7.64 Bansler J., A. Barlach, M. F. Granlien, E. Havn, M. Hertzum, and J. Simonsen (2009): "The benefits and challenges of using pilot implementations for developing healthcare IT systems", Second International Workshop on Infrastructures for Health Care: Connecting practices across institutional and professional boundaries, June 18-19, 2009, University of Copenhagen, Denmark.

Abstract

Pilot implementation is a powerful approach to identifying and evaluating technical as well as organizational design and implementation issues before full-scale deployment. While pilot implementations are opportunities for learning, they often face a number of challenges that prevent or reduce learning. As a result, pilot implementations may fail to provide the evaluations needed to ensure a well-designed solution and a successful full-scale deployment. This is evident also for healthcare IT systems, an area that makes frequent use of pilot implementations.

First, we review the scarce literature on pilot implementation. We characterize and define pilot implementation by its position and role in the overall systems development life-cycle, and we relate this approach to the literature on, particularly, prototyping.

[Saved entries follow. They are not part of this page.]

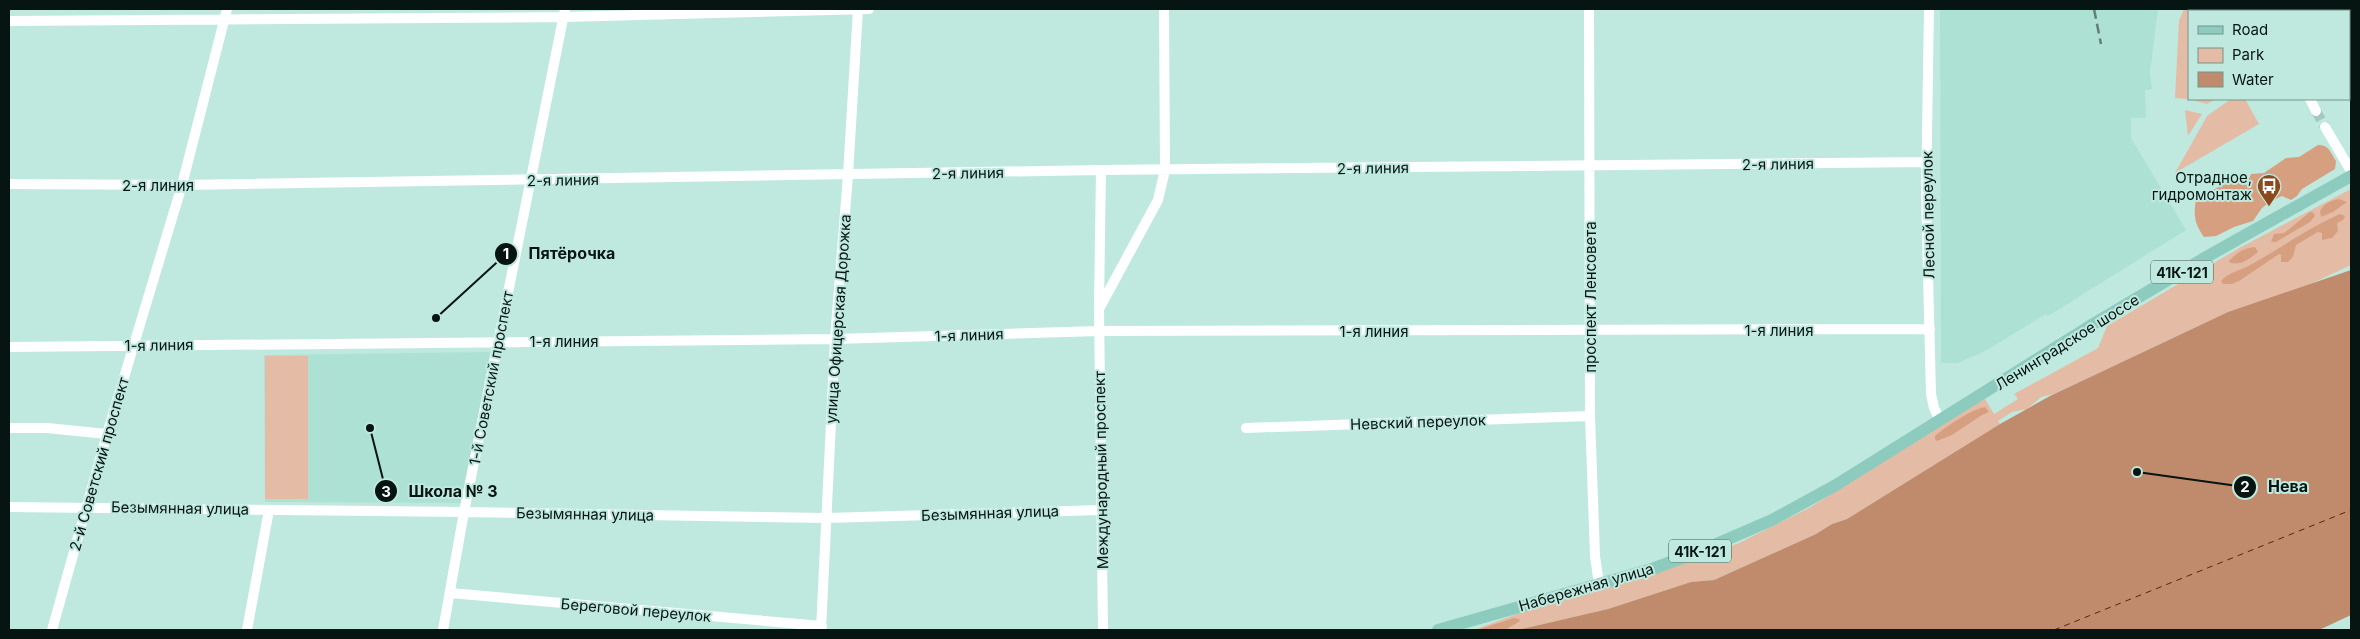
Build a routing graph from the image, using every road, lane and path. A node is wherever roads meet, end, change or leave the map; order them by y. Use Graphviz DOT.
graph roads {
  1 [pos="227,9"];
  2 [pos="858,9"];
  3 [pos="869,9"];
  4 [pos="1164,9"];
  5 [pos="1589,9"];
  6 [pos="1929,9"];
  7 [pos="565,13"];
  8 [pos="224,19"];
  9 [pos="9,21"];
  10 [pos="2310,100"];
  11 [pos="2316,111"];
  12 [pos="2325,127"];
  13 [pos="1927,162"];
  14 [pos="1590,166"];
  15 [pos="1101,170"];
  16 [pos="1165,170"];
  17 [pos="2351,171"];
  18 [pos="848,175"];
  19 [pos="2351,176"];
  20 [pos="530,181"];
  21 [pos="9,184"];
  22 [pos="182,185"];
  23 [pos="1099,309"];
  24 [pos="1930,329"];
  25 [pos="1590,330"];
  26 [pos="1099,331"];
  27 [pos="835,339"];
  28 [pos="498,341"];
  29 [pos="134,346"];
  30 [pos="9,347"];
  31 [pos="1590,416"];
  32 [pos="1940,420"];
  33 [pos="9,428"];
  34 [pos="1246,428"];
  35 [pos="107,434"];
  36 [pos="9,507"];
  37 [pos="86,507"];
  38 [pos="269,510"];
  39 [pos="1101,510"];
  40 [pos="464,512"];
  41 [pos="826,518"];
  42 [pos="1598,584"];
  43 [pos="450,593"];
  44 [pos="821,628"];
  45 [pos="52,630"];
  46 [pos="248,630"];
  47 [pos="443,630"];
  48 [pos="1103,630"];
  49 [pos="1438,630"];
  1 -- 8 [label="street, 2-й Советский проспект"];
  2 -- 3 [label="street"];
  2 -- 7 [label="street"];
  2 -- 18 [label="street, улица Офицерская Дорожка"];
  4 -- 16 [label="street, Международный проспект"];
  5 -- 14 [label="street, проспект Ленсовета"];
  6 -- 13 [label="street, Лесной переулок"];
  7 -- 8 [label="street"];
  7 -- 20 [label="street, 1-й Советский проспект"];
  8 -- 9 [label="street"];
  8 -- 22 [label="street, 2-й Советский проспект"];
  10 -- 11 [label="street"];
  12 -- 17 [label="street"];
  13 -- 14 [label="street, 2-я линия"];
  13 -- 24 [label="street, Лесной переулок"];
  14 -- 16 [label="street, 2-я линия"];
  14 -- 25 [label="street, проспект Ленсовета"];
  15 -- 16 [label="street, 2-я линия"];
  15 -- 18 [label="street, 2-я линия"];
  15 -- 23 [label="street, Международный проспект"];
  16 -- 23 [label="street, Международный проспект"];
  18 -- 20 [label="street, 2-я линия"];
  18 -- 27 [label="street, улица Офицерская Дорожка"];
  19 -- 32 [label="main road, Ленинградское шоссе / 41К-121"];
  20 -- 22 [label="street, 2-я линия"];
  20 -- 28 [label="street, 1-й Советский проспект"];
  21 -- 22 [label="street, 2-я линия"];
  22 -- 29 [label="street, 2-й Советский проспект"];
  23 -- 26 [label="street, Международный проспект"];
  24 -- 25 [label="street, 1-я линия"];
  24 -- 32 [label="street, Лесной переулок"];
  25 -- 26 [label="street, 1-я линия"];
  25 -- 31 [label="street, проспект Ленсовета"];
  26 -- 27 [label="street, 1-я линия"];
  26 -- 39 [label="street, Международный проспект"];
  27 -- 28 [label="street, 1-я линия"];
  27 -- 41 [label="street, улица Офицерская Дорожка"];
  28 -- 29 [label="street, 1-я линия"];
  28 -- 40 [label="street, 1-й Советский проспект"];
  29 -- 30 [label="street, 1-я линия"];
  29 -- 35 [label="street, 2-й Советский проспект"];
  31 -- 34 [label="street, Невский переулок"];
  31 -- 42 [label="street, проспект Ленсовета"];
  32 -- 42 [label="main road, Набережная улица / 41К-121"];
  33 -- 35 [label="street"];
  35 -- 37 [label="street, 2-й Советский проспект"];
  36 -- 37 [label="street, Безымянная улица"];
  37 -- 38 [label="street, Безымянная улица"];
  37 -- 45 [label="street, 2-й Советский проспект"];
  38 -- 40 [label="street, Безымянная улица"];
  38 -- 46 [label="street"];
  39 -- 41 [label="street, Безымянная улица"];
  39 -- 48 [label="street, Международный проспект"];
  40 -- 41 [label="street, Безымянная улица"];
  40 -- 43 [label="street, 1-й Советский проспект"];
  41 -- 44 [label="street, улица Офицерская Дорожка"];
  42 -- 49 [label="main road, Набережная улица / 41К-121"];
  43 -- 44 [label="street, Береговой переулок"];
  43 -- 47 [label="street, 1-й Советский проспект"];
}
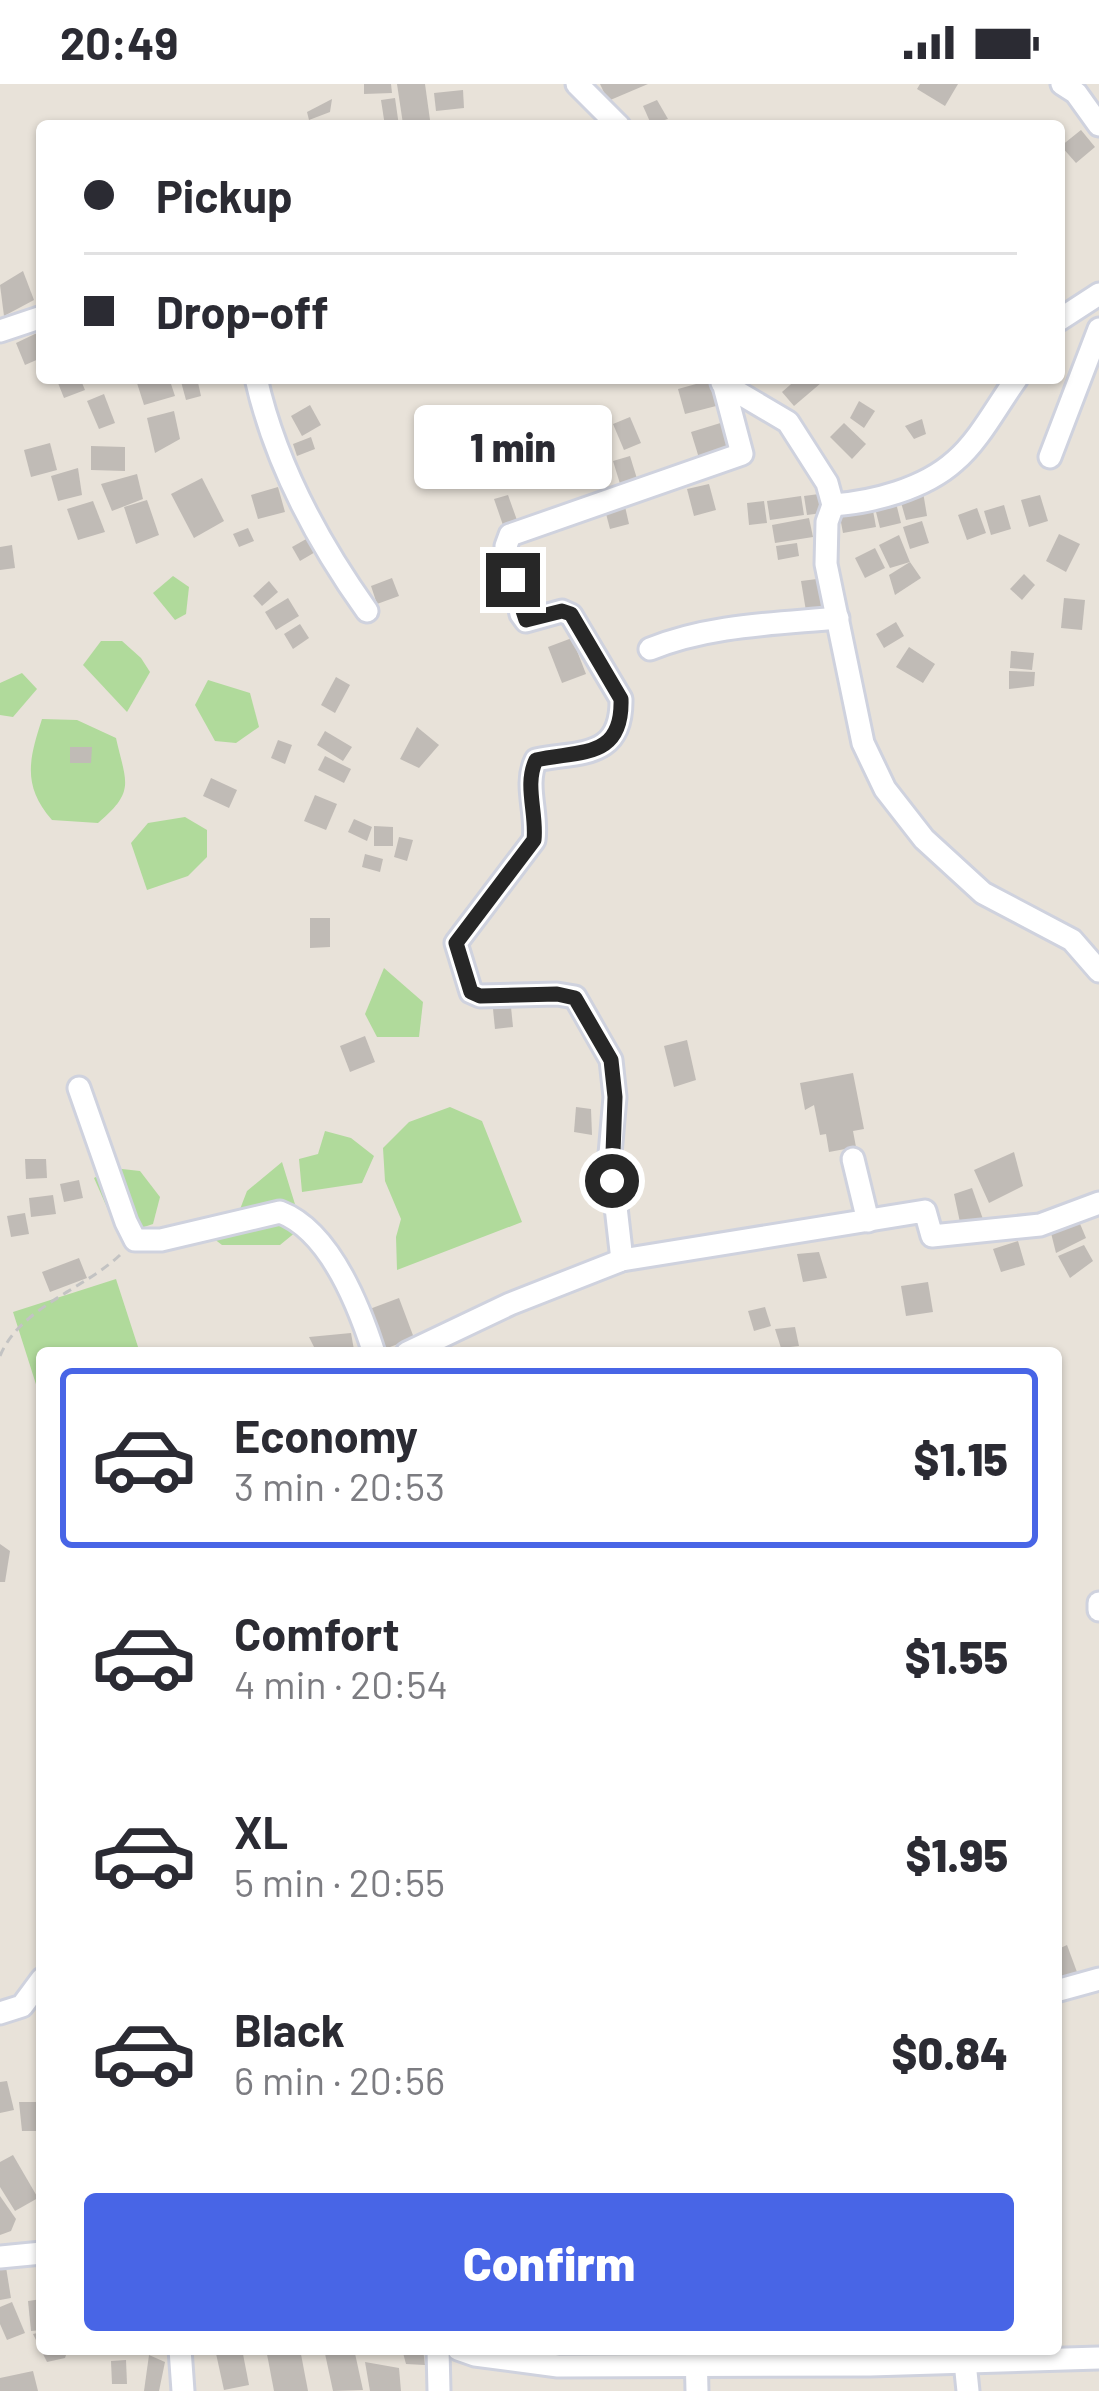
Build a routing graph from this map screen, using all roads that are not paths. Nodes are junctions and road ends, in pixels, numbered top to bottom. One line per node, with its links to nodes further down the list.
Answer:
1 (577, 84): 3 (street)
2 (1062, 84): 4 (street)
3 (613, 120)
4 (1099, 125)
5 (1099, 294): 6 (street)
6 (1065, 316)
7 (36, 319): 9 (street)
8 (1099, 329): 14 (street)
9 (0, 331)
10 (257, 384): 16 (street)
11 (722, 384): 24 (street)
12 (724, 384): 15 (street)
13 (1013, 384): 15 (street)
14 (1050, 457)
15 (833, 505): 17 (street)
16 (367, 611)
17 (838, 618): 18 (street); 19 (street)
18 (650, 649)
19 (1099, 971)
20 (80, 1088): 25 (street)
21 (853, 1159): 23 (street)
22 (1099, 1203): 23 (street)
23 (868, 1221): 24 (street)
24 (622, 1260): 26 (street)
25 (372, 1347)
26 (420, 1347)
27 (1099, 1979): 29 (street)
28 (36, 1987): 30 (street)
29 (1062, 1989)
30 (0, 2013)
31 (36, 2254): 32 (street)
32 (0, 2257)
33 (181, 2355): 40 (street)
34 (438, 2355): 41 (street)
35 (493, 2355): 36 (street)
36 (696, 2357): 37 (street); 42 (street)
37 (870, 2357): 39 (street)
38 (1099, 2358): 39 (street)
39 (965, 2362): 43 (street)
40 (183, 2391)
41 (440, 2391)
42 (697, 2391)
43 (968, 2391)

Second, based on this review, we propose a model for the overall system development process including prototyping as well as pilot implementation approaches.

Third, to investigate the practical benefits and challenges involved in pilot implementation, we analyze two cases. The first case concerns the pilot implementation of an electronic pregnancy record as part of the Danish national ehealth portal Sundhed.dk; this case is viewed from the perspective of the customer organization. The second case concerns the pilot implementation of a system supporting clinical pathways in newly established health centres in Copenhagen, Denmark; this case is viewed from the perspective of the vendor organization. We identify and discuss the major challenges that emerged in these two cases. In both cases, the challenges were large, and the pilot implementations failed in the sense that the projects were subsequently abandoned. Thus, the pilot implementations did not become opportunities for learning and for informing a later full-scale implementation. The pilot implementations were characterized by ambiguous scope, insufficient attention to the need for adapting work procedures to the new systems, failure to manage commitment to use the systems during the pilot phase, and a competing commercial agenda that tended to overrule the pilot implementations’ focus on learning.

Finally, we discuss general implications for the pilot implementation of healthcare IT systems and suggest further research directions.